Start of PROVIDED DATA

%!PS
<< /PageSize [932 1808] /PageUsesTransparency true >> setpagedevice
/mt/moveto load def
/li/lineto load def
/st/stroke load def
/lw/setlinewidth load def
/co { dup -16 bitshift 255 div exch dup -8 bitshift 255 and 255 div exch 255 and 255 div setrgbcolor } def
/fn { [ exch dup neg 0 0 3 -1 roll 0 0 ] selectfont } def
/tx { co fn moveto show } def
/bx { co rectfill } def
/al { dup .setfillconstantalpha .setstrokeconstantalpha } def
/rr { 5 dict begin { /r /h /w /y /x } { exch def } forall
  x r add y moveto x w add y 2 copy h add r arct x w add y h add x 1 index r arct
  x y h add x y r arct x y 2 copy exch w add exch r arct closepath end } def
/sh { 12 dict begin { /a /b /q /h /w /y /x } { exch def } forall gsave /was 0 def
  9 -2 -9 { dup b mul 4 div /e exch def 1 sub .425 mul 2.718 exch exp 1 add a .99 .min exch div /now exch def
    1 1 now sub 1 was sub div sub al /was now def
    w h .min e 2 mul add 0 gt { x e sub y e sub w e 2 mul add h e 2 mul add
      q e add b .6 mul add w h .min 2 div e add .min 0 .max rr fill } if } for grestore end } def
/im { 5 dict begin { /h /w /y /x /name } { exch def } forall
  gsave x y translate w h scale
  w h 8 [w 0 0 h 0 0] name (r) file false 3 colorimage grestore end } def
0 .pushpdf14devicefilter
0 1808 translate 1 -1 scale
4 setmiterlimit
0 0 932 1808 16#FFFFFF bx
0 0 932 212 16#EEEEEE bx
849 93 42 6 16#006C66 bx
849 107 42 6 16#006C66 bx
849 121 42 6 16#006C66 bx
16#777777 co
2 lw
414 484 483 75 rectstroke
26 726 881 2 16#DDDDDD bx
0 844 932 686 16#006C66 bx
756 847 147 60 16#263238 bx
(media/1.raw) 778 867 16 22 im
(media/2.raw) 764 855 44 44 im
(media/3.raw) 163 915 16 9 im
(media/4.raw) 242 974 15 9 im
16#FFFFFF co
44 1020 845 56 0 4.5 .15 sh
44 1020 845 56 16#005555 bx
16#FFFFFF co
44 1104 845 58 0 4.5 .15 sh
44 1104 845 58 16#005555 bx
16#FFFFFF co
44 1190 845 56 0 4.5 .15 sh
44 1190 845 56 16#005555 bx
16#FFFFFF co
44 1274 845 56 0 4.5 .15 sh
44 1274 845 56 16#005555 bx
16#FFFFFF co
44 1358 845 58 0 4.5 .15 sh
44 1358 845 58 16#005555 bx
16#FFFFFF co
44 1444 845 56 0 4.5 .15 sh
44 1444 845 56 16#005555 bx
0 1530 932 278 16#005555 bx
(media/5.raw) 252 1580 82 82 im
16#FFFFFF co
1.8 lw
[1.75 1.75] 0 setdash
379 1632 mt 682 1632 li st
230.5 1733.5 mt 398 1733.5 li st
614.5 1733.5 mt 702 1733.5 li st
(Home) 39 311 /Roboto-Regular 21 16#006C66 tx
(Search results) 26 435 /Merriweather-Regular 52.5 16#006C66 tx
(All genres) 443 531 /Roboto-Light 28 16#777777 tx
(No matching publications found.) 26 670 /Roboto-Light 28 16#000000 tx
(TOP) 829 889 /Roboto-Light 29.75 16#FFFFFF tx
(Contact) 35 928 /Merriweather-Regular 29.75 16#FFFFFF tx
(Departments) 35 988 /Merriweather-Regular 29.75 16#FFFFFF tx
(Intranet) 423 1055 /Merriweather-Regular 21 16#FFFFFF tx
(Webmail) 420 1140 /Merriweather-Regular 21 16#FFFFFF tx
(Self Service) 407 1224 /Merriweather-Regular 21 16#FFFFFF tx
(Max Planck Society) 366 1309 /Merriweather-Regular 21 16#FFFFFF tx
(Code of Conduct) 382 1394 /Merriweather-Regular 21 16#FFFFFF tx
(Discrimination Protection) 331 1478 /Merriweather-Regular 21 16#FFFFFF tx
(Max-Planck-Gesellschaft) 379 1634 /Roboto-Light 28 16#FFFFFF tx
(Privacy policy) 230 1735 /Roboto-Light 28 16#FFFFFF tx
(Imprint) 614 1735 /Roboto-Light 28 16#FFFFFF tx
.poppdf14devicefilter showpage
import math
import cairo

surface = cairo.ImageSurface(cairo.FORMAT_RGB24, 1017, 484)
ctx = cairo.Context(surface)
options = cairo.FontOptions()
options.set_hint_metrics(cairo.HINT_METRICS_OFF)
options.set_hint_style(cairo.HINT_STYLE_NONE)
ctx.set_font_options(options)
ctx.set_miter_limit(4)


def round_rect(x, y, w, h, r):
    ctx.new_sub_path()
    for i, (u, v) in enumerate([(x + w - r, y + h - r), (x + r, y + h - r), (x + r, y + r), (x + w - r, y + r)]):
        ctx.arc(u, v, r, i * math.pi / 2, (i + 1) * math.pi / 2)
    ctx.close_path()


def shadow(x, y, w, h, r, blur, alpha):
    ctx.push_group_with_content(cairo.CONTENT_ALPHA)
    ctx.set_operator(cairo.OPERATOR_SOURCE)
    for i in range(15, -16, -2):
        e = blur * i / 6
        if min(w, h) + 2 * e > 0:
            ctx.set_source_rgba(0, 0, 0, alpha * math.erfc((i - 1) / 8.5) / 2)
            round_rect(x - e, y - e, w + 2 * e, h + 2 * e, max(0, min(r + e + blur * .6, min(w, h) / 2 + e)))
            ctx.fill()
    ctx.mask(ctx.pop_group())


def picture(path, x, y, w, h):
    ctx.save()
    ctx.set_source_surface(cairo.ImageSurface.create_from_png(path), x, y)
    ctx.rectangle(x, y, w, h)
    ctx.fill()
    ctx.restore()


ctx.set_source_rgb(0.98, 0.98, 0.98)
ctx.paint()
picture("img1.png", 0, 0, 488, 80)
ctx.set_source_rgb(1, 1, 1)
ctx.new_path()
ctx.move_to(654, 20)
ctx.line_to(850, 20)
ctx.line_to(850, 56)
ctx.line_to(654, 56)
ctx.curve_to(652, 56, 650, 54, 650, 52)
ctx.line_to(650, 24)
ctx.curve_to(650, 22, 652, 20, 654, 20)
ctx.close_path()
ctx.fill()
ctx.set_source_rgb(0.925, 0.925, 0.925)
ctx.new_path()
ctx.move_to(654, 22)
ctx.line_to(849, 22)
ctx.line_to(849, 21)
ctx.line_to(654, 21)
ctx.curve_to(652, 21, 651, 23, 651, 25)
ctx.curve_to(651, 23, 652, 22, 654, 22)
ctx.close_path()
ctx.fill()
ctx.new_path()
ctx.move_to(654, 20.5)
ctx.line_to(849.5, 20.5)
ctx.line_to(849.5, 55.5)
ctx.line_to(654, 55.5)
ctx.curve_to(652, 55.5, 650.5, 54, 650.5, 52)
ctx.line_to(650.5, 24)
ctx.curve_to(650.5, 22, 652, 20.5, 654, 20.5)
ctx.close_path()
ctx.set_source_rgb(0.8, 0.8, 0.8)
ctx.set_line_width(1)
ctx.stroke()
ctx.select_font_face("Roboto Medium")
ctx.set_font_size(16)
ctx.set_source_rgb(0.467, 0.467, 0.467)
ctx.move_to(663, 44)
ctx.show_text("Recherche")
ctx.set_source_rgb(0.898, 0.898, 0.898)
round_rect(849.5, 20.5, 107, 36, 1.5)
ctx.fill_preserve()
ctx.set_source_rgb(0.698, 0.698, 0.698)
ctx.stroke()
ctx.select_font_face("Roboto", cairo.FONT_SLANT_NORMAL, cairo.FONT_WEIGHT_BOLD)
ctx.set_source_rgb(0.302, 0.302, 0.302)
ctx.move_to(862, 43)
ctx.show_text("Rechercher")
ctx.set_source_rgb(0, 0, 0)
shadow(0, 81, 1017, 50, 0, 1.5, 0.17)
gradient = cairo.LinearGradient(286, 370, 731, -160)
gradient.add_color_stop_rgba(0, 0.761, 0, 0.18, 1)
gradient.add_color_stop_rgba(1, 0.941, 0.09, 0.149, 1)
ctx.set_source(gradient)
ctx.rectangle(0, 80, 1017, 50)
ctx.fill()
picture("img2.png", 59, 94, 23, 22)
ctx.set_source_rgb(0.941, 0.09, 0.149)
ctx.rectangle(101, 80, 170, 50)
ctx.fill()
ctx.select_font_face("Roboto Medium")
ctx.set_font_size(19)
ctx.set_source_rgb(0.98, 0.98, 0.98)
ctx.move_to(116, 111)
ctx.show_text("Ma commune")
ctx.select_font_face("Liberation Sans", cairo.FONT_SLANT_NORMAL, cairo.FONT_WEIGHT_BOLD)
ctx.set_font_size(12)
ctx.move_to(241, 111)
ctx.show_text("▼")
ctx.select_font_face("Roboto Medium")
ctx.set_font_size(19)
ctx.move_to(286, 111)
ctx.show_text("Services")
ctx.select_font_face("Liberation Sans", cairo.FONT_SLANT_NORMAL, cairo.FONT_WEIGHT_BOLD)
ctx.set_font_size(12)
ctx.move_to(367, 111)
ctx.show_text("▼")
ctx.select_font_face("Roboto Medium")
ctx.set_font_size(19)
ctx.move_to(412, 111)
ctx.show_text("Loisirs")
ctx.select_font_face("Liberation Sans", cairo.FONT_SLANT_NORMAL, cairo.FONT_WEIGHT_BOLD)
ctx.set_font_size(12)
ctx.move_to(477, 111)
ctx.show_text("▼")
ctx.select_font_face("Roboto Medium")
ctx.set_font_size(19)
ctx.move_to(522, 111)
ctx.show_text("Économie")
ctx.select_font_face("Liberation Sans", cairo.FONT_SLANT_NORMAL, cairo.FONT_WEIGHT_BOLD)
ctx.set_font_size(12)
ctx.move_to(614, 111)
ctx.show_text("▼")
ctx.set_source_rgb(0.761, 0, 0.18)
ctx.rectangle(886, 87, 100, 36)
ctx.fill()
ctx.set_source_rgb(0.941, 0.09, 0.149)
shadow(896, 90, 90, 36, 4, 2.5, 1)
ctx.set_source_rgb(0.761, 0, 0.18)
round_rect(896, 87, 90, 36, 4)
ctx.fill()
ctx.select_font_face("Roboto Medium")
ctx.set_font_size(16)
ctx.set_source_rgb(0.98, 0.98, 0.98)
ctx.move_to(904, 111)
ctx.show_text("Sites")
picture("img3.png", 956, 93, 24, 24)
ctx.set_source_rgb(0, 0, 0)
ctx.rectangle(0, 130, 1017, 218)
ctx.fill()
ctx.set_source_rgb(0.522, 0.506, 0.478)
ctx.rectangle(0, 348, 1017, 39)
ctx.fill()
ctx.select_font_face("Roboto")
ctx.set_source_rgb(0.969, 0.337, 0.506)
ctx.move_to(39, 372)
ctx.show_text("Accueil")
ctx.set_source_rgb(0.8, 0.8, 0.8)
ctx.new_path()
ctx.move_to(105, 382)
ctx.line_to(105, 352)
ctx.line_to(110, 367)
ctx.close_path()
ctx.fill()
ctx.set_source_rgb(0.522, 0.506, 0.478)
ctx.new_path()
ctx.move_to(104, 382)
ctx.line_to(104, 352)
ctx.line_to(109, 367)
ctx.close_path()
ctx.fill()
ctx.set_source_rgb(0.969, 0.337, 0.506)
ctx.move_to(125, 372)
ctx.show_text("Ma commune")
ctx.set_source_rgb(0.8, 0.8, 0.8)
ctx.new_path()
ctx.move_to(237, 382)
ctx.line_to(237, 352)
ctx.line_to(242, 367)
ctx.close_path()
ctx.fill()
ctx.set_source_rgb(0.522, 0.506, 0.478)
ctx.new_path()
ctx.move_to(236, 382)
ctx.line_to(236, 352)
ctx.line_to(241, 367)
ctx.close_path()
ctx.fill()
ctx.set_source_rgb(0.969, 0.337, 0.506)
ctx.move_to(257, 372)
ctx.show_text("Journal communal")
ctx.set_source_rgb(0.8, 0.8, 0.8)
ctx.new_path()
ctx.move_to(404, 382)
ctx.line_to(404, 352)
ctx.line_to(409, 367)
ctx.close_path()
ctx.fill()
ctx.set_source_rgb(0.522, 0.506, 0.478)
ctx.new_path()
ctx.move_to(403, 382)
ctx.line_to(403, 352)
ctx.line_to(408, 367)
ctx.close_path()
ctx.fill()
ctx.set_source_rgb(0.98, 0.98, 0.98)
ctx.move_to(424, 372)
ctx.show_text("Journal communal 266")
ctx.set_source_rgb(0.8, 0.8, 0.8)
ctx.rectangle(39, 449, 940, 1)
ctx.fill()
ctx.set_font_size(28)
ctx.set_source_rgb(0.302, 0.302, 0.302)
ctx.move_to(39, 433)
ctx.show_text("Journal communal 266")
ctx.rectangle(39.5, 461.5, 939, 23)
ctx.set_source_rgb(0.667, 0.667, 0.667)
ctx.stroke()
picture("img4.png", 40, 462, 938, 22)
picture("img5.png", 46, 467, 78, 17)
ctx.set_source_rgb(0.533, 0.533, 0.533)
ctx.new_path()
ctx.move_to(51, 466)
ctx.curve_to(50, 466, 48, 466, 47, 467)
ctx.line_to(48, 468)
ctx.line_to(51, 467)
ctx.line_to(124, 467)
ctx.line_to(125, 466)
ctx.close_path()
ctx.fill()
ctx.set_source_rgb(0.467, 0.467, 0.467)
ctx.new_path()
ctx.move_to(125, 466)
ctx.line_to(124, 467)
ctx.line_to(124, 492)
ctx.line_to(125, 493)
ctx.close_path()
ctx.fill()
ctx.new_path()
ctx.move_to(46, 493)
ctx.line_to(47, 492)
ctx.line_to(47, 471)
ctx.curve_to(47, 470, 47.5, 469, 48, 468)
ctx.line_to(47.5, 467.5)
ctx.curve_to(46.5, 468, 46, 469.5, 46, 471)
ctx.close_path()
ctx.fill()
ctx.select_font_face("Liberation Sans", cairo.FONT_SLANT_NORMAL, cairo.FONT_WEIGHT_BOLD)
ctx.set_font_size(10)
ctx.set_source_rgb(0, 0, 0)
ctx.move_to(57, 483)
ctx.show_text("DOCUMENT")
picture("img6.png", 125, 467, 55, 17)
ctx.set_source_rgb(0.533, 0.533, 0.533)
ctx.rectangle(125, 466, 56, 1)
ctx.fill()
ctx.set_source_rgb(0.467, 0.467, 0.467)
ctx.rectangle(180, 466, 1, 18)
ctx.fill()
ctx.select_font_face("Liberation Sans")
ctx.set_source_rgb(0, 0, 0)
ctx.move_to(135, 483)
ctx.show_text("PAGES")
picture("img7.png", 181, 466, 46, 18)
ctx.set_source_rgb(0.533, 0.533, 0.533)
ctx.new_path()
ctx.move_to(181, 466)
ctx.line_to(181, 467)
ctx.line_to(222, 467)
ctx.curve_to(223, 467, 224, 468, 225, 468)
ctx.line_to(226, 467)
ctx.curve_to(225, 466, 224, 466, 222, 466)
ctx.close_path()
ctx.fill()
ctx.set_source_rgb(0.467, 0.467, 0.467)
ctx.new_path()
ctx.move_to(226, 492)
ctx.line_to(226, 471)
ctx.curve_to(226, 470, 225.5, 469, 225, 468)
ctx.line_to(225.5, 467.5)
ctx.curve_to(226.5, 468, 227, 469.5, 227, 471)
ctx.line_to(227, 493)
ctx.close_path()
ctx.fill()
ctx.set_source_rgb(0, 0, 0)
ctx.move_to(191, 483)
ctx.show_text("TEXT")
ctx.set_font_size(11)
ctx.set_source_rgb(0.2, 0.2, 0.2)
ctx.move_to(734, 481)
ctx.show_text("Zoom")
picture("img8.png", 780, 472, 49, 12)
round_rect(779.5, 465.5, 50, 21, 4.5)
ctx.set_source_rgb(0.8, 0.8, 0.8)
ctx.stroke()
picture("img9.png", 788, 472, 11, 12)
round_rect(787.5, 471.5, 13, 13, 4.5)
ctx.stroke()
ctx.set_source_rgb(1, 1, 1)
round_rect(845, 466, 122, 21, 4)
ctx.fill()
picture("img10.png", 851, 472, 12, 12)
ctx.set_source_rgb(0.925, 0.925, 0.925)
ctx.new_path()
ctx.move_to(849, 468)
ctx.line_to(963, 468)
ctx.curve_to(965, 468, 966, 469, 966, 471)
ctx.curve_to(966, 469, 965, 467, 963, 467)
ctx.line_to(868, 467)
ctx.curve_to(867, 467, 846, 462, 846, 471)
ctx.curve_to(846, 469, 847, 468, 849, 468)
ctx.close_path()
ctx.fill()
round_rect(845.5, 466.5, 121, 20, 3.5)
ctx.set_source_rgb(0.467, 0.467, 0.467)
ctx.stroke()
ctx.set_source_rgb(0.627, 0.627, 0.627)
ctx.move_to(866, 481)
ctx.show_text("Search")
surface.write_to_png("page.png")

End of PROVIDED DATA

The answer must consist of every line from the data that contains the word "begin".

/rr { 5 dict begin { /r /h /w /y /x } { exch def } forall
/sh { 12 dict begin { /a /b /q /h /w /y /x } { exch def } forall gsave /was 0 def
/im { 5 dict begin { /h /w /y /x /name } { exch def } forall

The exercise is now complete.